Standing Up for Independent Parenting

Monday, April 23, 2018

"Don't you know that hiding under a rock is the best way to avoid being hit by a meteorite?" (Image via Pixabay)
Over at Let Grow, where "free range parent" Lenore Skenazy has set up shop, is some advice for parents who wish to counteract today's widespread pressure to adopt a hypervigilant parenting style. Professor Barbara Sarnecka of the University of California-Irvine recommends three broad strategies: comparing commonly-exaggerated risks to other de minimis risks, shifting the focus of the discussion from avoiding risk to fostering independence, and reminding adults of relevant positive experiences from their own childhoods.

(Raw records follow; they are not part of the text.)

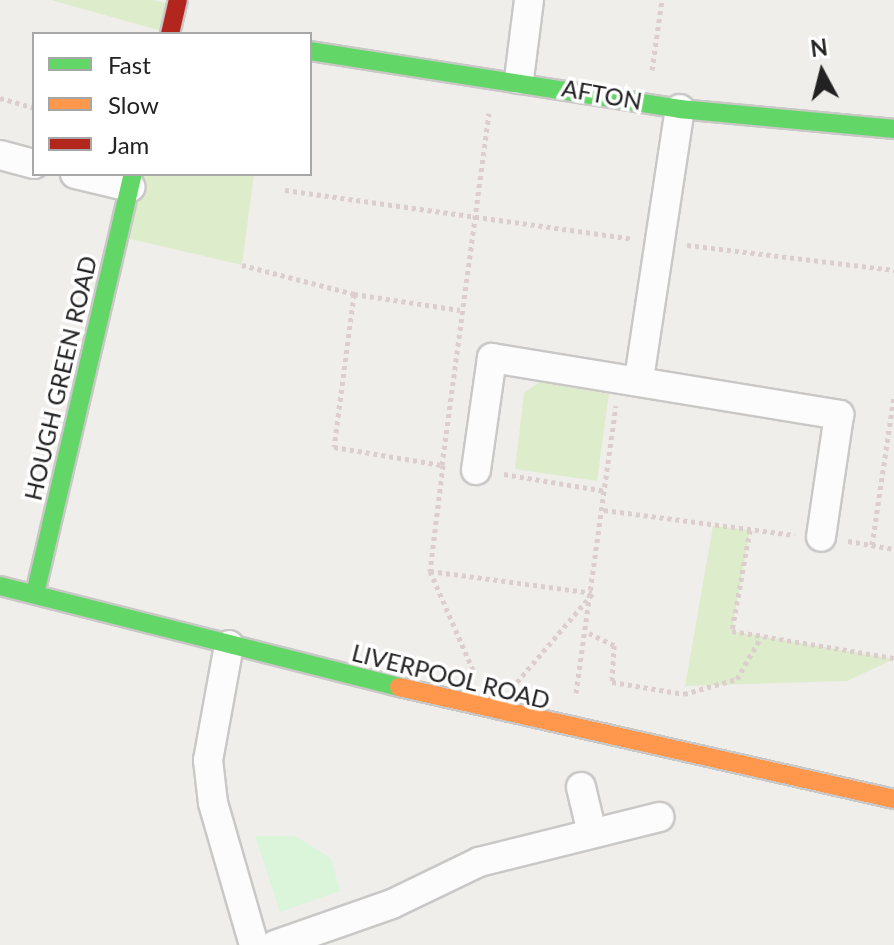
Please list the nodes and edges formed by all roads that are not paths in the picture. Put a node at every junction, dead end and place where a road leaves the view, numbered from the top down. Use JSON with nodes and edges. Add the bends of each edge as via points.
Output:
{"nodes":[{"id":1,"x":178,"y":0,"type":"edge"},
{"id":2,"x":529,"y":0,"type":"edge"},
{"id":3,"x":170,"y":32,"type":"edge"},
{"id":4,"x":312,"y":51,"type":"edge"},
{"id":5,"x":507,"y":78,"type":"junction"},
{"id":6,"x":680,"y":109,"type":"junction"},
{"id":7,"x":894,"y":129,"type":"edge"},
{"id":8,"x":0,"y":155,"type":"edge"},
{"id":9,"x":32,"y":163,"type":"edge"},
{"id":10,"x":94,"y":176,"type":"edge"},
{"id":11,"x":132,"y":180,"type":"edge"},
{"id":12,"x":629,"y":378,"type":"junction"},
{"id":13,"x":476,"y":470,"type":"road end"},
{"id":14,"x":821,"y":537,"type":"road end"},
{"id":15,"x":0,"y":586,"type":"edge"},
{"id":16,"x":35,"y":594,"type":"junction"},
{"id":17,"x":229,"y":645,"type":"junction"},
{"id":18,"x":581,"y":787,"type":"dead end"},
{"id":19,"x":894,"y":799,"type":"edge"},
{"id":20,"x":659,"y":817,"type":"dead end"},
{"id":21,"x":591,"y":829,"type":"junction"},
{"id":22,"x":254,"y":945,"type":"edge"},
{"id":23,"x":275,"y":945,"type":"edge"}],
"edges":[{"from":1,"to":3,"type":"street"},
{"from":2,"to":5,"type":"street"},
{"from":4,"to":5,"type":"street","name":"AFTON"},
{"from":5,"to":6,"type":"street","name":"AFTON"},
{"from":6,"to":7,"type":"street","name":"AFTON"},
{"from":6,"to":12,"type":"street","via":[[659,242]]},
{"from":8,"to":9,"type":"street"},
{"from":10,"to":11,"type":"street"},
{"from":11,"to":16,"type":"street","name":"HOUGH GREEN ROAD"},
{"from":12,"to":13,"type":"street","via":[[492,358]]},
{"from":12,"to":14,"type":"street","via":[[839,415]]},
{"from":15,"to":16,"type":"street","name":"LIVERPOOL ROAD"},
{"from":16,"to":17,"type":"street","name":"LIVERPOOL ROAD"},
{"from":17,"to":19,"type":"street","name":"LIVERPOOL ROAD","via":[[568,729]]},
{"from":17,"to":22,"type":"street","via":[[208,760],[213,803]]},
{"from":18,"to":21,"type":"street"},
{"from":20,"to":21,"type":"street"},
{"from":21,"to":23,"type":"street","via":[[479,862],[392,904]]}]}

I think each strategy can be a valuable part of helping others re-calibrate how they assess risks, reconsider the propriety of doing so for others, or both. Sarnecka's discussion of the first tactic was on the money, and will probably also make anyone weary of a constant stream of ninnyish advice smile a little:
When you drove here today and you parked your car, did you choose your parking space based on the possibility that there could be snipers on the roofs of the buildings around you? Did you say, "Well if I park here, snipers on that building could get me ... but if I park here, the awning will shield me from snipers over there ..."

Probably not, right? Now, could you really be 100% sure that there weren't snipers on the buildings? No, because it's not impossible. But it's SO unlikely that you just don't worry about it. You would be nuts to plan your parking around it. [bold in original]
Many parents today are scolded or even faced with legal trouble for doing such once-commonplace things as leaving a child in a car for a short time, and this problem is worsening. It will take many of us standing up for ourselves when the opportunity arises for this to begin to change.

-- CAV


jacobeking said...


This reminds me of my biggest beef with many risk decisions in my professional field. Most people find it much easier to quantify severity than probability, so they focus on the severity (or result) of some possible chain of events rather than being equally attentive to the probability of said chain occurring all the way to the end.

You can thank globalized 24-hour news for ruining any reasonable sense of probability the average man had for what are actually extremely unlikely events (e.g., murders, natural disasters, terrorist attacks, etc.)


Gus Van Horn said...


Either the blog post or a story it links to made this very connection (i.e., the 24-hour news cycle).

I think that's part of the problem, but there's also a kind of argumentation/way of looking at things that is very common in our culture today that also contributes. There's a focus on the negative at the expense of the positive, as Alex Epstein points out especially regarding fossil fuel use. Regarding risk, you see these bad outcomes get all the attention, but nobody considers what, in practical terms all these precautions would mean, and whether they are worth it.

That's what's so good about the sniper example. People who spend lots of time worrying about child abduction need some psychological distance from the problem to see that putting a bunch of effort into fending off an extremely unlikely event has negative impacts of its own. Looking at a different problem might help them see what's wrong with their own thinking.